WHAT TO WORK ON =>
Each entry below is to be returned exactly, with any pictures left out.

[Stored data entries]
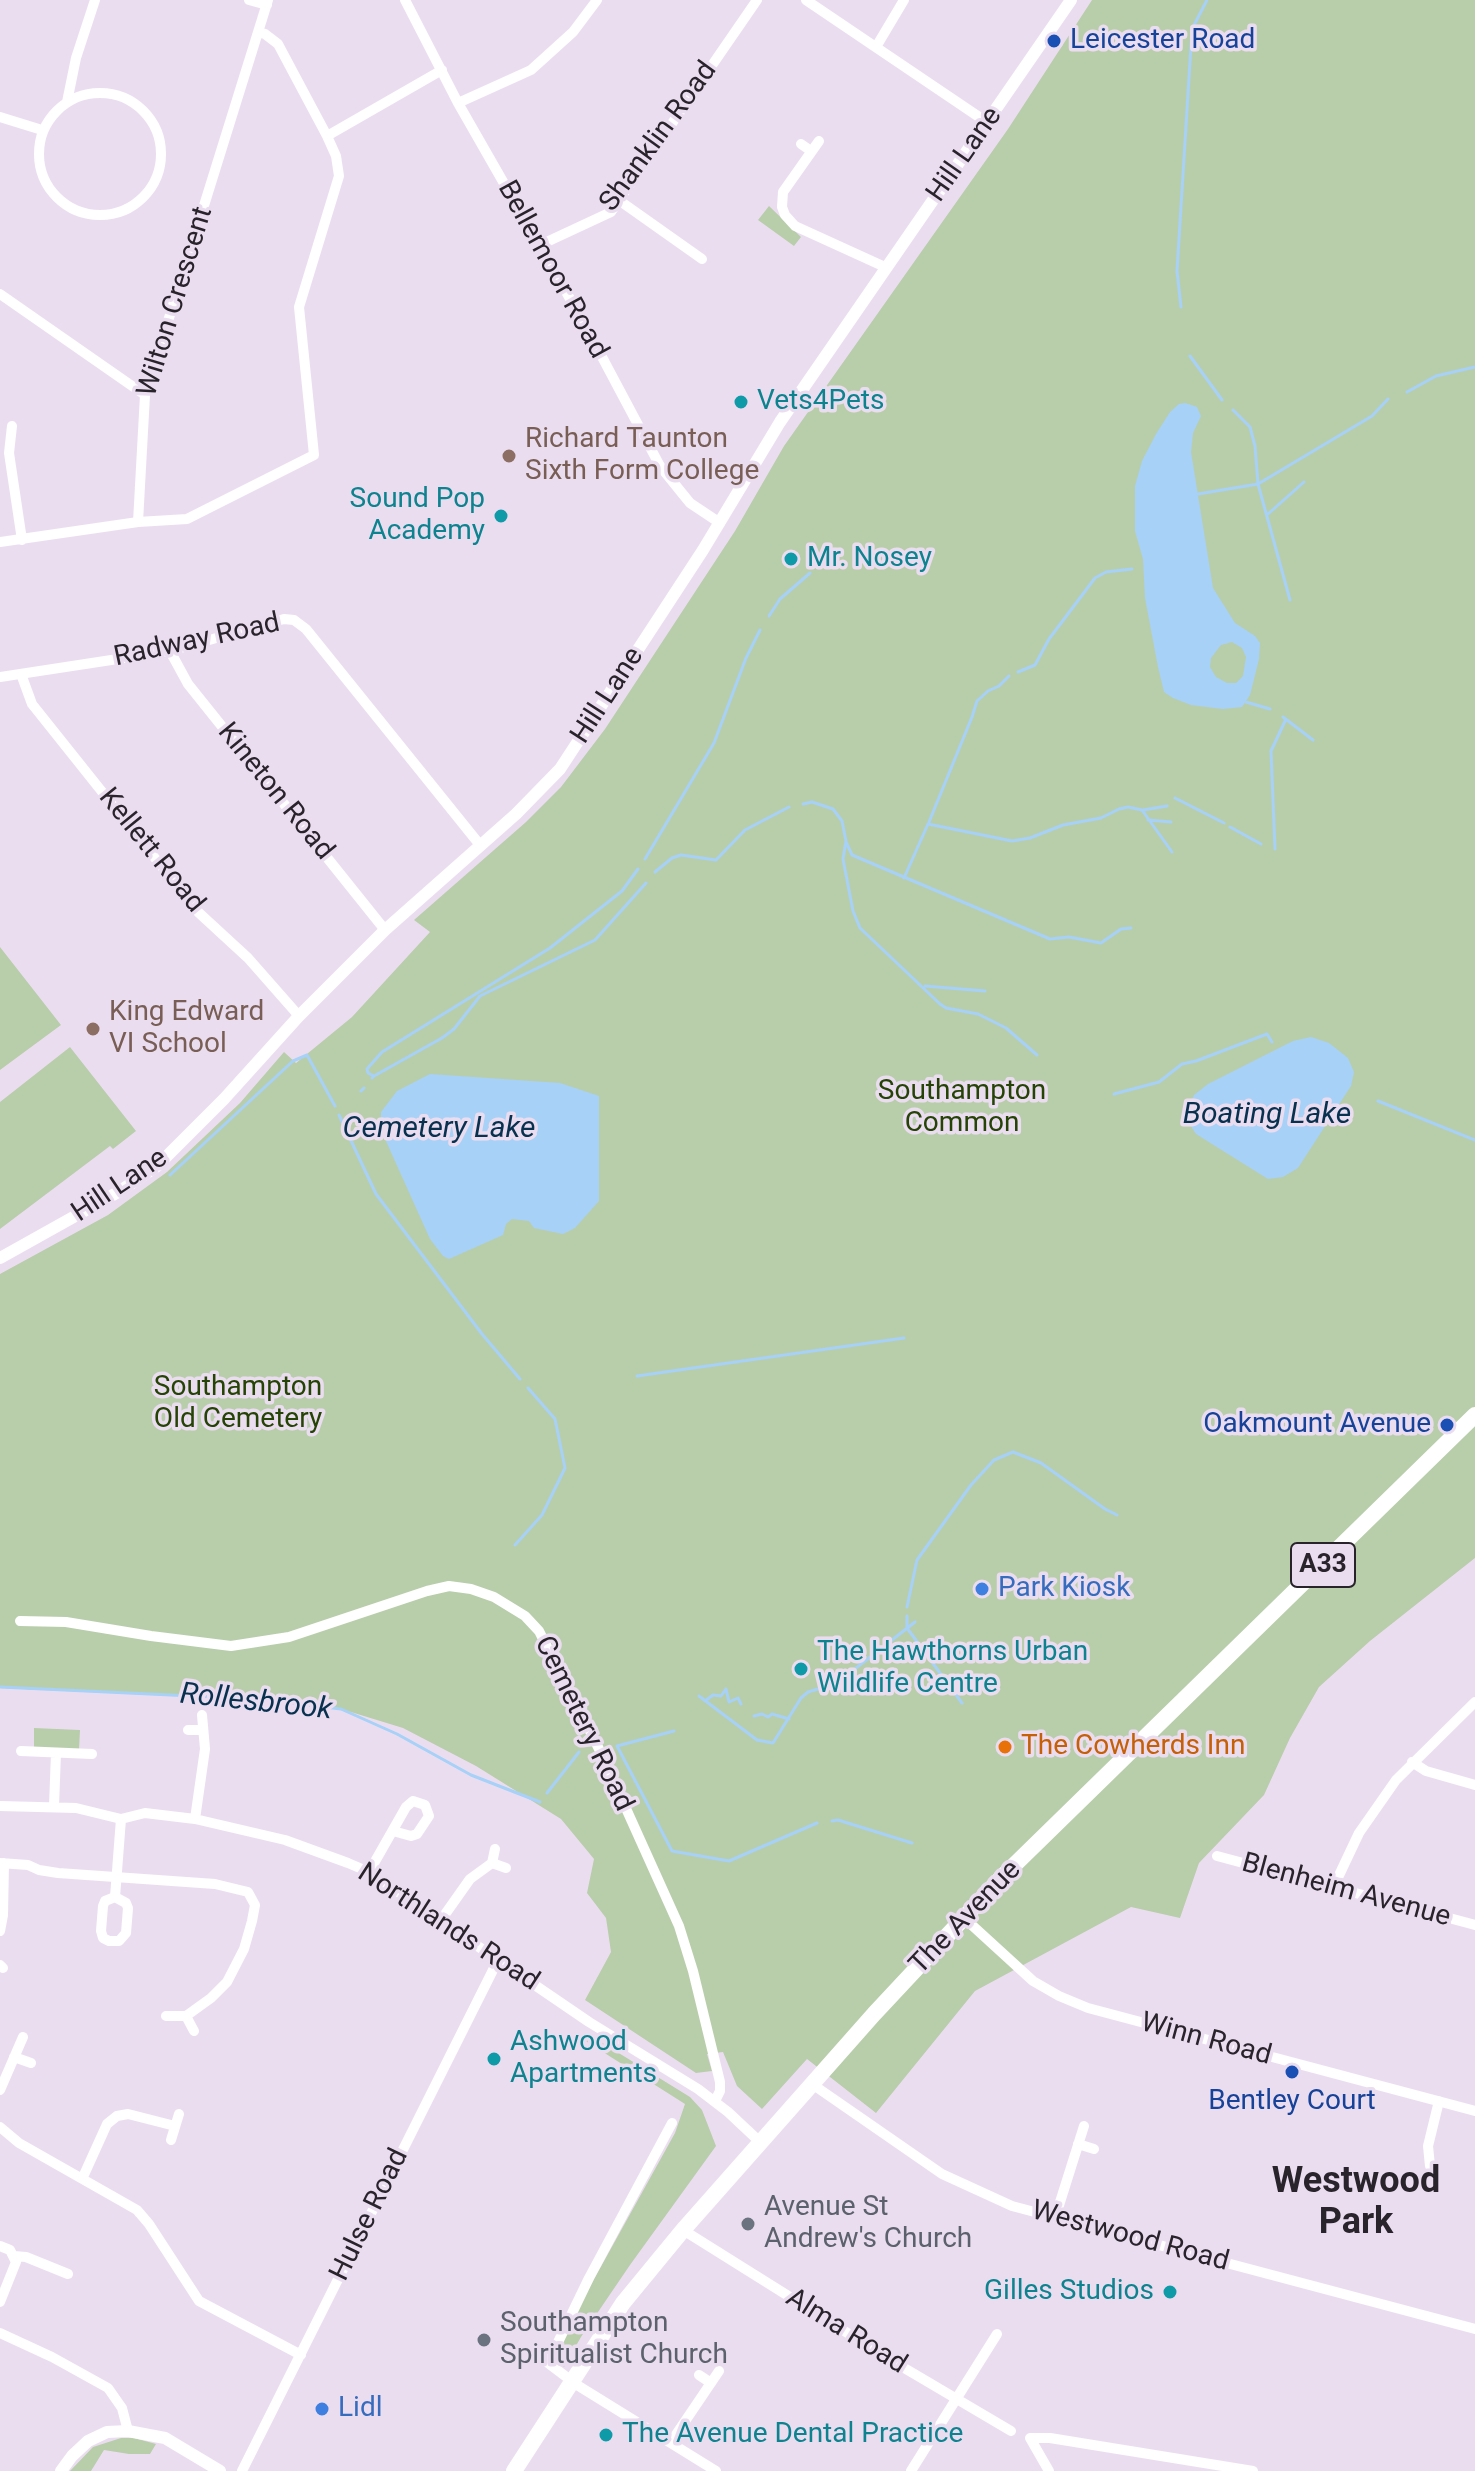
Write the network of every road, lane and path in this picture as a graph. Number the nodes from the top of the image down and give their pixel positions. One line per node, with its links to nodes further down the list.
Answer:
1 (95, 0): 13 (street)
2 (249, 0): 9 (street)
3 (405, 0): 12 (street, Bellemoor Road)
4 (597, 0): 14 (street)
5 (757, 0): 22 (street, Shanklin Road)
6 (806, 0): 11 (street)
7 (904, 0): 11 (street)
8 (1071, 0): 16 (street, Hill Lane)
9 (267, 3): 10 (street, Wilton Crescent)
10 (259, 32): 18 (street); 27 (street, Wilton Crescent)
11 (876, 47): 16 (street)
12 (442, 70): 14 (street, Bellemoor Road); 18 (street)
13 (67, 102): 17 (street); 17 (street)
14 (458, 103): 23 (street, Bellemoor Road)
15 (0, 117): 17 (street)
16 (988, 123): 25 (street, Hill Lane)
17 (42, 130)
18 (327, 136): 29 (street)
19 (819, 141): 21 (street)
20 (801, 144): 21 (street)
21 (811, 151): 25 (street)
22 (620, 201): 23 (street, Shanklin Road); 24 (street)
23 (538, 246): 30 (street, Bellemoor Road)
24 (702, 259)
25 (885, 267): 30 (street, Hill Lane)
26 (0, 294): 27 (street)
27 (145, 395): 29 (street, Wilton Crescent)
28 (13, 433): 31 (street)
29 (138, 522): 31 (street)
30 (720, 523): 36 (street, Hill Lane)
31 (22, 540): 32 (street)
32 (0, 542)
33 (170, 651): 34 (street, Radway Road); 36 (street, Radway Road); 37 (street, Kineton Road)
34 (21, 674): 35 (street, Radway Road); 38 (street, Kellett Road)
35 (0, 677)
36 (480, 845): 37 (street, Hill Lane)
37 (385, 930): 38 (street, Hill Lane)
38 (299, 1016): 39 (street, Hill Lane)
39 (0, 1258)
40 (1475, 1415): 65 (main road, The Avenue / A33)
41 (20, 1621): 78 (street, Cemetery Road)
42 (1475, 1702): 49 (street)
43 (202, 1715): 45 (street)
44 (188, 1730): 45 (street)
45 (203, 1730): 54 (street)
46 (21, 1751): 47 (street)
47 (56, 1753): 48 (street); 52 (street)
48 (92, 1754)
49 (1412, 1762): 50 (street); 63 (street)
50 (1475, 1785)
51 (0, 1806): 52 (street, Northlands Road)
52 (54, 1806): 53 (street, Northlands Road)
53 (121, 1819): 54 (street, Northlands Road); 62 (street)
54 (195, 1819): 61 (street, Northlands Road)
55 (393, 1831): 61 (street)
56 (495, 1849): 59 (street)
57 (1217, 1856): 63 (street, Blenheim Avenue)
58 (2, 1863): 62 (street); 68 (street)
59 (492, 1863): 60 (street); 66 (street)
60 (506, 1868)
61 (369, 1872): 66 (street, Northlands Road)
62 (117, 1877): 64 (street); 71 (street)
63 (1333, 1888): 67 (street, Blenheim Avenue)
64 (115, 1897)
65 (963, 1917): 76 (main road, The Avenue / A33); 79 (street, Winn Road)
66 (441, 1920): 69 (street, Northlands Road)
67 (1475, 1925)
68 (0, 1931)
69 (498, 1960): 78 (street, Northlands Road); 101 (street, Hulse Road)
70 (166, 2016): 71 (street)
71 (186, 2016): 72 (street)
72 (194, 2031)
73 (23, 2037): 74 (street)
74 (14, 2057): 75 (street); 77 (street)
75 (31, 2063)
76 (812, 2084): 87 (main road, The Avenue / A33); 92 (street, Westwood Road)
77 (0, 2090)
78 (715, 2101): 87 (street, Northlands Road)
79 (1439, 2101): 80 (street, Winn Road); 90 (street)
80 (1475, 2111)
81 (179, 2114): 83 (street)
82 (672, 2123): 104 (street)
83 (175, 2126): 86 (street); 91 (street)
84 (1084, 2126): 88 (street)
85 (0, 2127): 91 (street)
86 (171, 2140)
87 (760, 2142): 93 (main road, The Avenue / A33)
88 (1078, 2144): 89 (street); 92 (street)
89 (1094, 2149)
90 (1430, 2166)
91 (83, 2177): 101 (street)
92 (1055, 2218): 98 (street, Westwood Road)
93 (683, 2230): 104 (main road, The Avenue / A33); 106 (street, Alma Road)
94 (0, 2246): 95 (street)
95 (14, 2256): 96 (street); 97 (street)
96 (68, 2274)
97 (0, 2302)
98 (1475, 2329)
99 (0, 2333): 107 (street)
100 (997, 2334): 106 (street)
101 (301, 2355): 112 (street, Hulse Road)
102 (719, 2371): 105 (street)
103 (699, 2375): 105 (street)
104 (572, 2380): 109 (street); 113 (main road, The Avenue / A33)
105 (711, 2383): 109 (street)
106 (956, 2399): 108 (street, Alma Road); 115 (street)
107 (128, 2431): 110 (street); 111 (street)
108 (1011, 2431)
109 (671, 2442): 114 (street)
110 (61, 2471)
111 (220, 2471)
112 (242, 2471)
113 (514, 2471)
114 (716, 2471)
115 (911, 2471)
116 (1049, 2471): 117 (street)
117 (1250, 2471)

ANSWER BELOW =>
Write the network of every road, lane and path in this picture as a graph. Number the nodes from the top of the image down and give their pixel positions. One line per node, with its links to nodes further down the list.
Answer:
1 (95, 0): 13 (street)
2 (249, 0): 9 (street)
3 (405, 0): 12 (street, Bellemoor Road)
4 (597, 0): 14 (street)
5 (757, 0): 22 (street, Shanklin Road)
6 (806, 0): 11 (street)
7 (904, 0): 11 (street)
8 (1071, 0): 16 (street, Hill Lane)
9 (267, 3): 10 (street, Wilton Crescent)
10 (259, 32): 18 (street); 27 (street, Wilton Crescent)
11 (876, 47): 16 (street)
12 (442, 70): 14 (street, Bellemoor Road); 18 (street)
13 (67, 102): 17 (street); 17 (street)
14 (458, 103): 23 (street, Bellemoor Road)
15 (0, 117): 17 (street)
16 (988, 123): 25 (street, Hill Lane)
17 (42, 130)
18 (327, 136): 29 (street)
19 (819, 141): 21 (street)
20 (801, 144): 21 (street)
21 (811, 151): 25 (street)
22 (620, 201): 23 (street, Shanklin Road); 24 (street)
23 (538, 246): 30 (street, Bellemoor Road)
24 (702, 259)
25 (885, 267): 30 (street, Hill Lane)
26 (0, 294): 27 (street)
27 (145, 395): 29 (street, Wilton Crescent)
28 (13, 433): 31 (street)
29 (138, 522): 31 (street)
30 (720, 523): 36 (street, Hill Lane)
31 (22, 540): 32 (street)
32 (0, 542)
33 (170, 651): 34 (street, Radway Road); 36 (street, Radway Road); 37 (street, Kineton Road)
34 (21, 674): 35 (street, Radway Road); 38 (street, Kellett Road)
35 (0, 677)
36 (480, 845): 37 (street, Hill Lane)
37 (385, 930): 38 (street, Hill Lane)
38 (299, 1016): 39 (street, Hill Lane)
39 (0, 1258)
40 (1475, 1415): 65 (main road, The Avenue / A33)
41 (20, 1621): 78 (street, Cemetery Road)
42 (1475, 1702): 49 (street)
43 (202, 1715): 45 (street)
44 (188, 1730): 45 (street)
45 (203, 1730): 54 (street)
46 (21, 1751): 47 (street)
47 (56, 1753): 48 (street); 52 (street)
48 (92, 1754)
49 (1412, 1762): 50 (street); 63 (street)
50 (1475, 1785)
51 (0, 1806): 52 (street, Northlands Road)
52 (54, 1806): 53 (street, Northlands Road)
53 (121, 1819): 54 (street, Northlands Road); 62 (street)
54 (195, 1819): 61 (street, Northlands Road)
55 (393, 1831): 61 (street)
56 (495, 1849): 59 (street)
57 (1217, 1856): 63 (street, Blenheim Avenue)
58 (2, 1863): 62 (street); 68 (street)
59 (492, 1863): 60 (street); 66 (street)
60 (506, 1868)
61 (369, 1872): 66 (street, Northlands Road)
62 (117, 1877): 64 (street); 71 (street)
63 (1333, 1888): 67 (street, Blenheim Avenue)
64 (115, 1897)
65 (963, 1917): 76 (main road, The Avenue / A33); 79 (street, Winn Road)
66 (441, 1920): 69 (street, Northlands Road)
67 (1475, 1925)
68 (0, 1931)
69 (498, 1960): 78 (street, Northlands Road); 101 (street, Hulse Road)
70 (166, 2016): 71 (street)
71 (186, 2016): 72 (street)
72 (194, 2031)
73 (23, 2037): 74 (street)
74 (14, 2057): 75 (street); 77 (street)
75 (31, 2063)
76 (812, 2084): 87 (main road, The Avenue / A33); 92 (street, Westwood Road)
77 (0, 2090)
78 (715, 2101): 87 (street, Northlands Road)
79 (1439, 2101): 80 (street, Winn Road); 90 (street)
80 (1475, 2111)
81 (179, 2114): 83 (street)
82 (672, 2123): 104 (street)
83 (175, 2126): 86 (street); 91 (street)
84 (1084, 2126): 88 (street)
85 (0, 2127): 91 (street)
86 (171, 2140)
87 (760, 2142): 93 (main road, The Avenue / A33)
88 (1078, 2144): 89 (street); 92 (street)
89 (1094, 2149)
90 (1430, 2166)
91 (83, 2177): 101 (street)
92 (1055, 2218): 98 (street, Westwood Road)
93 (683, 2230): 104 (main road, The Avenue / A33); 106 (street, Alma Road)
94 (0, 2246): 95 (street)
95 (14, 2256): 96 (street); 97 (street)
96 (68, 2274)
97 (0, 2302)
98 (1475, 2329)
99 (0, 2333): 107 (street)
100 (997, 2334): 106 (street)
101 (301, 2355): 112 (street, Hulse Road)
102 (719, 2371): 105 (street)
103 (699, 2375): 105 (street)
104 (572, 2380): 109 (street); 113 (main road, The Avenue / A33)
105 (711, 2383): 109 (street)
106 (956, 2399): 108 (street, Alma Road); 115 (street)
107 (128, 2431): 110 (street); 111 (street)
108 (1011, 2431)
109 (671, 2442): 114 (street)
110 (61, 2471)
111 (220, 2471)
112 (242, 2471)
113 (514, 2471)
114 (716, 2471)
115 (911, 2471)
116 (1049, 2471): 117 (street)
117 (1250, 2471)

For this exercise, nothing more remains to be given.